The Chinese leaf warbler (Phylloscopus yunnanensis) is a species of Old World warbler in the family Phylloscopidae. Its natural habitats are subtropical or tropical dry forests and subtropical or tropical high-altitude shrubland. It is found only in China.

==Etymology==
The Chinese leaf warbler's scientific binomial name, Phylloscopus yunnanensis, originates from the Irish ornithological naturalist authority John David Digues La Touche in 1922. A more recent Latin "junior synonym" alternate scientific name is P. sichuanensis from 1992. Yunnanensis and sichuanensis derive from the Yunnan and Sichuan provinces in China.

==Description==
The Chinese leaf warbler is a brightly colored, small leaf-warbler, with a total length of around 10 cm and a wing length of 5–6 cm. Its body is slightly elongated and compact. The warbler has a slightly forked or notched tail that is almost square in shape. Its bill is pointed and short (around 1 cm long) and dark brown in color, brownish-yellow on the underside. The wings are very short and rounded, the legs slender and very dark. Claws and toes are dark brownish-grey with dusky buff undersides.

===Plumage===
Birds generally go through variations in the appearance of their plumage, depending on the stage in their life, the seasons or nutritional intake. In the spring season, this warbler in its adult phase has a new, fresh, or bright appearance already somewhat dulled. In the adult summer phase its feathers appear worn, or duller.

The sexes are similar in appearance. The Chinese leaf warbler is pale green to olive-green above and has a yellowish-white rump.
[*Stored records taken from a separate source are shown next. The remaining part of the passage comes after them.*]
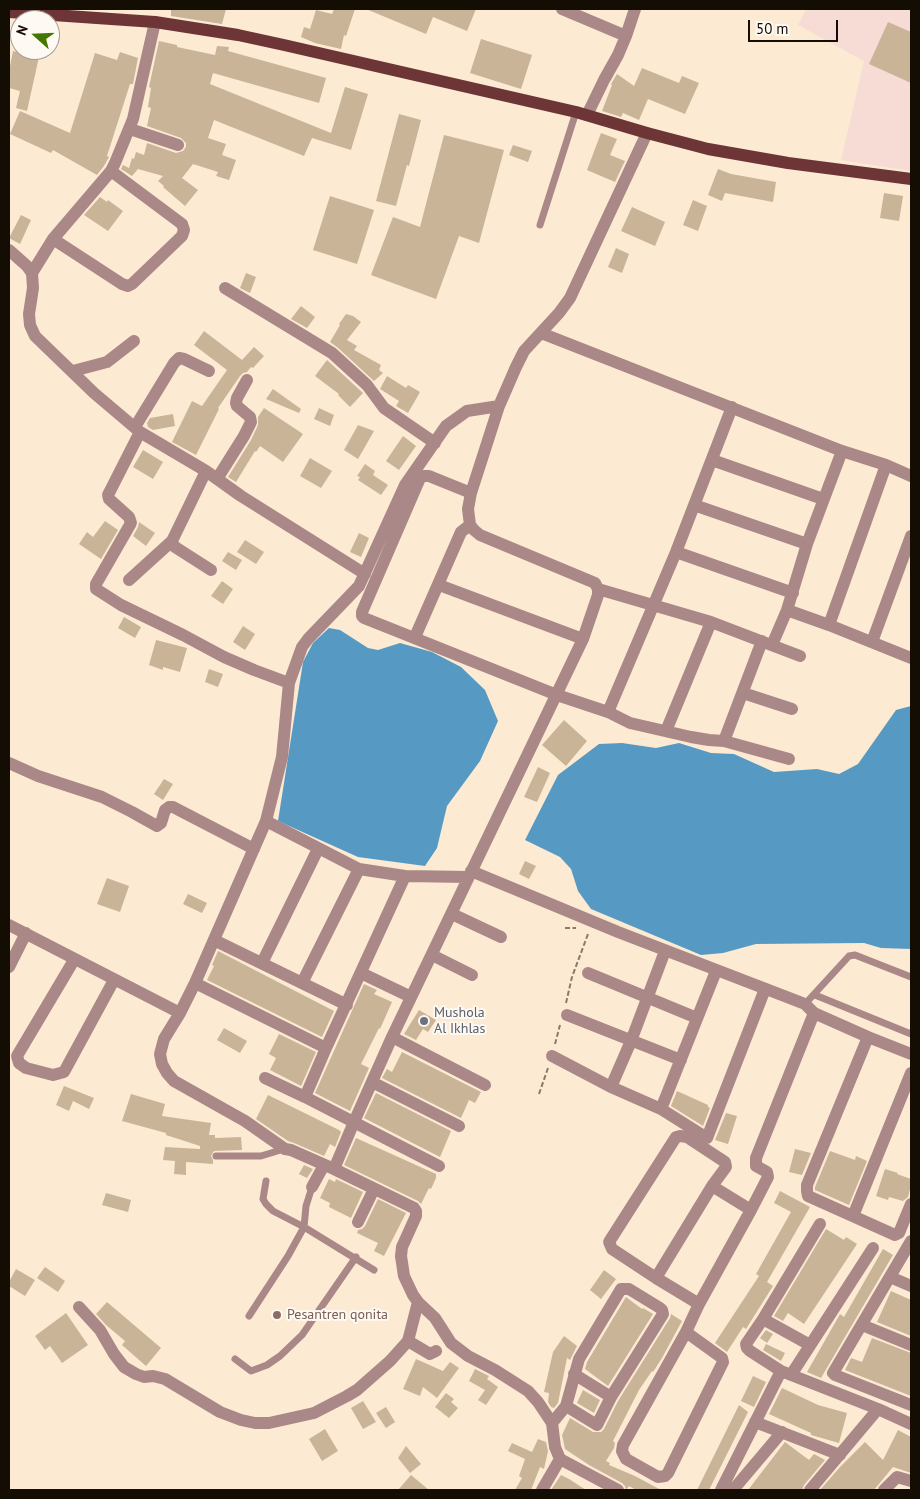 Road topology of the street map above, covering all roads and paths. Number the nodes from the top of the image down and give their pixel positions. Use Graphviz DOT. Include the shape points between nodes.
graph roads {
  1 [pos="562,9"];
  2 [pos="635,9"];
  3 [pos="9,12"];
  4 [pos="155,22"];
  5 [pos="626,36"];
  6 [pos="581,114"];
  7 [pos="130,129"];
  8 [pos="647,133"];
  9 [pos="178,145"];
  10 [pos="111,171"];
  11 [pos="911,178"];
  12 [pos="540,225"];
  13 [pos="53,239"];
  14 [pos="9,250"];
  15 [pos="32,273"];
  16 [pos="225,288"];
  17 [pos="541,333"];
  18 [pos="134,341"];
  19 [pos="73,371"];
  20 [pos="209,371"];
  21 [pos="247,380"];
  22 [pos="499,406"];
  23 [pos="732,407"];
  24 [pos="137,430"];
  25 [pos="435,443"];
  26 [pos="842,451"];
  27 [pos="712,460"];
  28 [pos="886,465"];
  29 [pos="206,471"];
  30 [pos="911,476"];
  31 [pos="218,479"];
  32 [pos="471,493"];
  33 [pos="823,499"];
  34 [pos="694,505"];
  35 [pos="470,524"];
  36 [pos="911,536"];
  37 [pos="172,541"];
  38 [pos="807,544"];
  39 [pos="676,552"];
  40 [pos="211,570"];
  41 [pos="365,574"];
  42 [pos="129,580"];
  43 [pos="439,585"];
  44 [pos="598,589"];
  45 [pos="793,593"];
  46 [pos="654,605"];
  47 [pos="787,610"];
  48 [pos="711,622"];
  49 [pos="829,625"];
  50 [pos="415,637"];
  51 [pos="583,639"];
  52 [pos="872,642"];
  53 [pos="767,643"];
  54 [pos="800,656"];
  55 [pos="911,658"];
  56 [pos="289,683"];
  57 [pos="743,692"];
  58 [pos="557,695"];
  59 [pos="792,709"];
  60 [pos="608,712"];
  61 [pos="666,731"];
  62 [pos="724,741"];
  63 [pos="789,759"];
  64 [pos="9,763"];
  65 [pos="266,822"];
  66 [pos="254,849"];
  67 [pos="318,849"];
  68 [pos="359,869"];
  69 [pos="469,874"];
  70 [pos="405,876"];
  71 [pos="452,914"];
  72 [pos="9,925"];
  73 [pos="565,928"];
  74 [pos="581,929"];
  75 [pos="588,929"];
  76 [pos="26,933"];
  77 [pos="501,937"];
  78 [pos="214,940"];
  79 [pos="665,951"];
  80 [pos="432,955"];
  81 [pos="74,960"];
  82 [pos="262,963"];
  83 [pos="9,967"];
  84 [pos="716,971"];
  85 [pos="361,973"];
  86 [pos="588,973"];
  87 [pos="472,975"];
  88 [pos="911,977"];
  89 [pos="114,980"];
  90 [pos="195,983"];
  91 [pos="302,983"];
  92 [pos="765,989"];
  93 [pos="815,995"];
  94 [pos="411,997"];
  95 [pos="647,998"];
  96 [pos="347,1005"];
  97 [pos="809,1009"];
  98 [pos="565,1013"];
  99 [pos="180,1014"];
  100 [pos="826,1017"];
  101 [pos="697,1018"];
  102 [pos="911,1034"];
  103 [pos="392,1037"];
  104 [pos="868,1037"];
  105 [pos="631,1041"];
  106 [pos="326,1048"];
  107 [pos="911,1048"];
  108 [pos="911,1054"];
  109 [pos="552,1056"];
  110 [pos="681,1060"];
  111 [pos="911,1073"];
  112 [pos="265,1078"];
  113 [pos="372,1082"];
  114 [pos="484,1085"];
  115 [pos="611,1087"];
  116 [pos="539,1094"];
  117 [pos="305,1097"];
  118 [pos="661,1110"];
  119 [pos="354,1122"];
  120 [pos="459,1126"];
  121 [pos="285,1149"];
  122 [pos="216,1156"];
  123 [pos="439,1166"];
  124 [pos="329,1167"];
  125 [pos="266,1181"];
  126 [pos="712,1186"];
  127 [pos="312,1187"];
  128 [pos="374,1188"];
  129 [pos="911,1204"];
  130 [pos="751,1210"];
  131 [pos="853,1216"];
  132 [pos="358,1222"];
  133 [pos="820,1224"];
  134 [pos="304,1227"];
  135 [pos="911,1241"];
  136 [pos="872,1248"];
  137 [pos="356,1257"];
  138 [pos="374,1270"];
  139 [pos="890,1277"];
  140 [pos="656,1278"];
  141 [pos="911,1286"];
  142 [pos="418,1302"];
  143 [pos="699,1304"];
  144 [pos="79,1307"];
  145 [pos="249,1316"];
  146 [pos="763,1319"];
  147 [pos="862,1325"];
  148 [pos="686,1332"];
  149 [pos="408,1341"];
  150 [pos="810,1345"];
  151 [pos="911,1345"];
  152 [pos="436,1351"];
  153 [pos="235,1359"];
  154 [pos="786,1373"];
  155 [pos="574,1374"];
  156 [pos="611,1397"];
  157 [pos="911,1405"];
  158 [pos="566,1406"];
  159 [pos="878,1409"];
  160 [pos="755,1422"];
  161 [pos="552,1423"];
  162 [pos="911,1424"];
  163 [pos="782,1432"];
  164 [pos="840,1455"];
  165 [pos="560,1459"];
  166 [pos="911,1481"];
  167 [pos="599,1486"];
  168 [pos="542,1490"];
  169 [pos="618,1490"];
  170 [pos="721,1490"];
  171 [pos="733,1490"];
  172 [pos="810,1490"];
  173 [pos="884,1490"];
  1 -- 5 [label="street"];
  2 -- 5 [label="street"];
  3 -- 4 [label="main road"];
  4 -- 6 [label="main road" via="238,35"];
  4 -- 7 [label="street"];
  5 -- 6 [label="street" via="604,80"];
  6 -- 8 [label="main road"];
  6 -- 12 [label="lane"];
  7 -- 9 [label="street"];
  7 -- 10 [label="street"];
  8 -- 11 [label="main road" via="708,149 788,163"];
  8 -- 17 [label="street" via="570,298"];
  10 -- 13 [label="street"];
  10 -- 13 [label="street" via="182,224 182,236 128,286"];
  13 -- 15 [label="street"];
  14 -- 15 [label="street"];
  15 -- 19 [label="street" via="29,314 32,330"];
  16 -- 25 [label="street" via="332,353 367,385 384,408"];
  17 -- 22 [label="street" via="524,351"];
  17 -- 23 [label="street"];
  18 -- 19 [label="street" via="107,362"];
  19 -- 24 [label="street"];
  20 -- 24 [label="street" via="179,358"];
  21 -- 31 [label="street" via="236,403 251,422"];
  22 -- 25 [label="street" via="467,411 446,426"];
  22 -- 32 [label="street"];
  23 -- 26 [label="street"];
  23 -- 27 [label="street"];
  24 -- 29 [label="street"];
  24 -- 56 [label="street" via="108,495 131,523 96,589 224,657"];
  25 -- 41 [label="street" via="405,484"];
  26 -- 28 [label="street"];
  26 -- 33 [label="street"];
  27 -- 33 [label="street"];
  27 -- 34 [label="street"];
  28 -- 30 [label="street"];
  28 -- 49 [label="street"];
  29 -- 31 [label="street"];
  29 -- 37 [label="street"];
  31 -- 41 [label="street"];
  32 -- 35 [label="street"];
  32 -- 50 [label="street" via="429,476 420,478 362,612 364,618"];
  33 -- 38 [label="street"];
  34 -- 38 [label="street"];
  34 -- 39 [label="street"];
  35 -- 43 [label="street" via="461,532"];
  35 -- 44 [label="street" via="480,534 595,583"];
  36 -- 52 [label="street"];
  37 -- 40 [label="street" via="175,547"];
  37 -- 42 [label="street"];
  38 -- 45 [label="street"];
  39 -- 45 [label="street"];
  39 -- 46 [label="street"];
  41 -- 56 [label="street" via="359,586 302,647"];
  43 -- 50 [label="street"];
  43 -- 51 [label="street"];
  44 -- 46 [label="street"];
  44 -- 51 [label="street"];
  45 -- 47 [label="street"];
  46 -- 48 [label="street"];
  46 -- 60 [label="street"];
  47 -- 49 [label="street"];
  47 -- 53 [label="street"];
  48 -- 53 [label="street"];
  48 -- 61 [label="street"];
  49 -- 52 [label="street"];
  50 -- 58 [label="street"];
  51 -- 58 [label="street"];
  52 -- 55 [label="street"];
  53 -- 54 [label="street"];
  53 -- 57 [label="street"];
  56 -- 65 [label="street" via="282,758"];
  57 -- 59 [label="street"];
  57 -- 62 [label="street"];
  58 -- 60 [label="street"];
  58 -- 69 [label="street"];
  60 -- 61 [label="street" via="641,727"];
  61 -- 62 [label="street"];
  62 -- 63 [label="street"];
  64 -- 66 [label="street" via="102,797 157,826 161,824 165,810 173,807"];
  65 -- 66 [label="street"];
  65 -- 67 [label="street"];
  66 -- 78 [label="street"];
  67 -- 68 [label="street"];
  67 -- 82 [label="street"];
  68 -- 70 [label="street"];
  68 -- 91 [label="street"];
  69 -- 70 [label="street"];
  69 -- 71 [label="street"];
  69 -- 79 [label="street"];
  70 -- 85 [label="street"];
  71 -- 77 [label="street"];
  71 -- 80 [label="street"];
  72 -- 76 [label="street"];
  73 -- 74 [label="path"];
  75 -- 98 [label="path"];
  76 -- 81 [label="street"];
  76 -- 83 [label="street"];
  78 -- 82 [label="street"];
  78 -- 90 [label="street"];
  79 -- 84 [label="street"];
  79 -- 95 [label="street"];
  80 -- 87 [label="street"];
  80 -- 94 [label="street"];
  81 -- 89 [label="street"];
  81 -- 89 [label="street" via="17,1056 26,1068 53,1075 64,1072"];
  82 -- 91 [label="street"];
  84 -- 92 [label="street"];
  84 -- 101 [label="street"];
  85 -- 94 [label="street"];
  85 -- 96 [label="street"];
  86 -- 95 [label="street"];
  88 -- 93 [label="lane" via="855,955 849,956"];
  89 -- 99 [label="street"];
  90 -- 99 [label="street"];
  90 -- 106 [label="street"];
  91 -- 96 [label="street"];
  92 -- 97 [label="street"];
  92 -- 118 [label="street" via="707,1138"];
  93 -- 97 [label="lane"];
  93 -- 102 [label="lane"];
  94 -- 103 [label="street"];
  95 -- 101 [label="street"];
  95 -- 105 [label="street"];
  96 -- 106 [label="street"];
  97 -- 100 [label="street"];
  97 -- 130 [label="street" via="756,1158 756,1166 768,1172 768,1177"];
  98 -- 105 [label="street"];
  98 -- 109 [label="path"];
  99 -- 121 [label="street" via="164,1039 160,1054 167,1073 174,1081 245,1121"];
  100 -- 104 [label="street"];
  100 -- 107 [label="street" via="844,1020"];
  101 -- 110 [label="street"];
  103 -- 113 [label="street"];
  103 -- 114 [label="street"];
  104 -- 108 [label="street"];
  104 -- 131 [label="street" via="807,1185 808,1196"];
  105 -- 110 [label="street"];
  105 -- 115 [label="street"];
  106 -- 117 [label="street"];
  109 -- 115 [label="street"];
  109 -- 116 [label="path"];
  110 -- 118 [label="street"];
  111 -- 131 [label="street"];
  112 -- 117 [label="street"];
  113 -- 119 [label="street"];
  113 -- 120 [label="street"];
  115 -- 118 [label="street"];
  117 -- 119 [label="street"];
  119 -- 123 [label="street"];
  119 -- 124 [label="street"];
  121 -- 122 [label="lane" via="260,1156"];
  121 -- 124 [label="street"];
  124 -- 127 [label="street"];
  124 -- 128 [label="street"];
  125 -- 134 [label="lane" via="263,1199 266,1204"];
  126 -- 130 [label="street"];
  126 -- 140 [label="street"];
  126 -- 140 [label="street" via="726,1167 725,1162 686,1137 676,1137 609,1242 612,1249"];
  127 -- 134 [label="lane"];
  128 -- 132 [label="street"];
  128 -- 142 [label="street" via="416,1211 402,1256 404,1276"];
  129 -- 131 [label="street" via="897,1235"];
  130 -- 143 [label="street"];
  133 -- 146 [label="street"];
  134 -- 137 [label="lane"];
  134 -- 145 [label="lane"];
  135 -- 139 [label="street"];
  136 -- 150 [label="street"];
  137 -- 138 [label="lane"];
  137 -- 153 [label="lane" via="302,1335 280,1356 267,1366 250,1371"];
  139 -- 141 [label="street"];
  139 -- 147 [label="street"];
  140 -- 143 [label="street"];
  142 -- 149 [label="street"];
  142 -- 161 [label="street" via="435,1318 451,1343 528,1391"];
  143 -- 148 [label="street"];
  144 -- 149 [label="street" via="100,1330 124,1367 144,1378 165,1379 220,1412 255,1423 314,1414 341,1400 390,1361"];
  146 -- 150 [label="street"];
  146 -- 154 [label="street" via="746,1344 747,1348"];
  147 -- 151 [label="street"];
  147 -- 157 [label="street" via="833,1373"];
  148 -- 148 [label="street" via="622,1451 626,1459 658,1477 668,1473 723,1362"];
  149 -- 152 [label="street" via="430,1354"];
  150 -- 154 [label="street"];
  154 -- 159 [label="street"];
  154 -- 160 [label="street"];
  155 -- 156 [label="street"];
  155 -- 156 [label="street" via="579,1359 621,1289 629,1289 660,1308 662,1314"];
  155 -- 158 [label="street"];
  156 -- 158 [label="street" via="597,1425"];
  158 -- 161 [label="street"];
  159 -- 162 [label="street"];
  159 -- 164 [label="street"];
  160 -- 163 [label="street"];
  160 -- 170 [label="street"];
  161 -- 165 [label="street"];
  163 -- 164 [label="street"];
  163 -- 171 [label="street"];
  164 -- 172 [label="street"];
  165 -- 167 [label="street"];
  165 -- 168 [label="street"];
  166 -- 173 [label="street" via="897,1477"];
  167 -- 169 [label="street"];
}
The head pattern is noticeable and striking in appearance, with a well-defined pale eyebrow stripe, a faint yellow median crown stripe and dusky-olive lateral crown stripes. The tertial feathers are sepia-colored and have whitish tips. The eye is surrounded by a broken eyering; the iris of the eye is dark brown.

==Distribution and habitat==
The Chinese leaf warbler can be found in confined regions or locations in central and north-eastern China. It is common in Xin Shui, Sichuan Province. The species is migratory, but its wintering grounds are currently unknown.

It inhabits mountainous forests, preferring spruce and fir. It can be found at elevations of 200–2800 m, but usually between 1000 m and 2600 m. This species favors low secondary growth.

==Behavior==
Chinese leaf warblers can be found singly or in pairs during the breeding season. These birds are generally somewhat bold in personality. They almost always keep to tree canopies, where they feed on insects. Males also sing from the tops of trees.

===Songs===
The Chinese leaf warbler has a unique song compared to other species of its genus. The song often lasts over a minute and is dry and monotonous tsiridi repeated five times. The call note is loud and varied, an irregular series of clear scolding whistles of tueet repeated five times, then four series of decreasing lengths, finishing up with another 5-fold note. The last phrase can be a hammering tueet-tuee-tee, with a seven-fold tee. The close-range call is a soft trr-trr.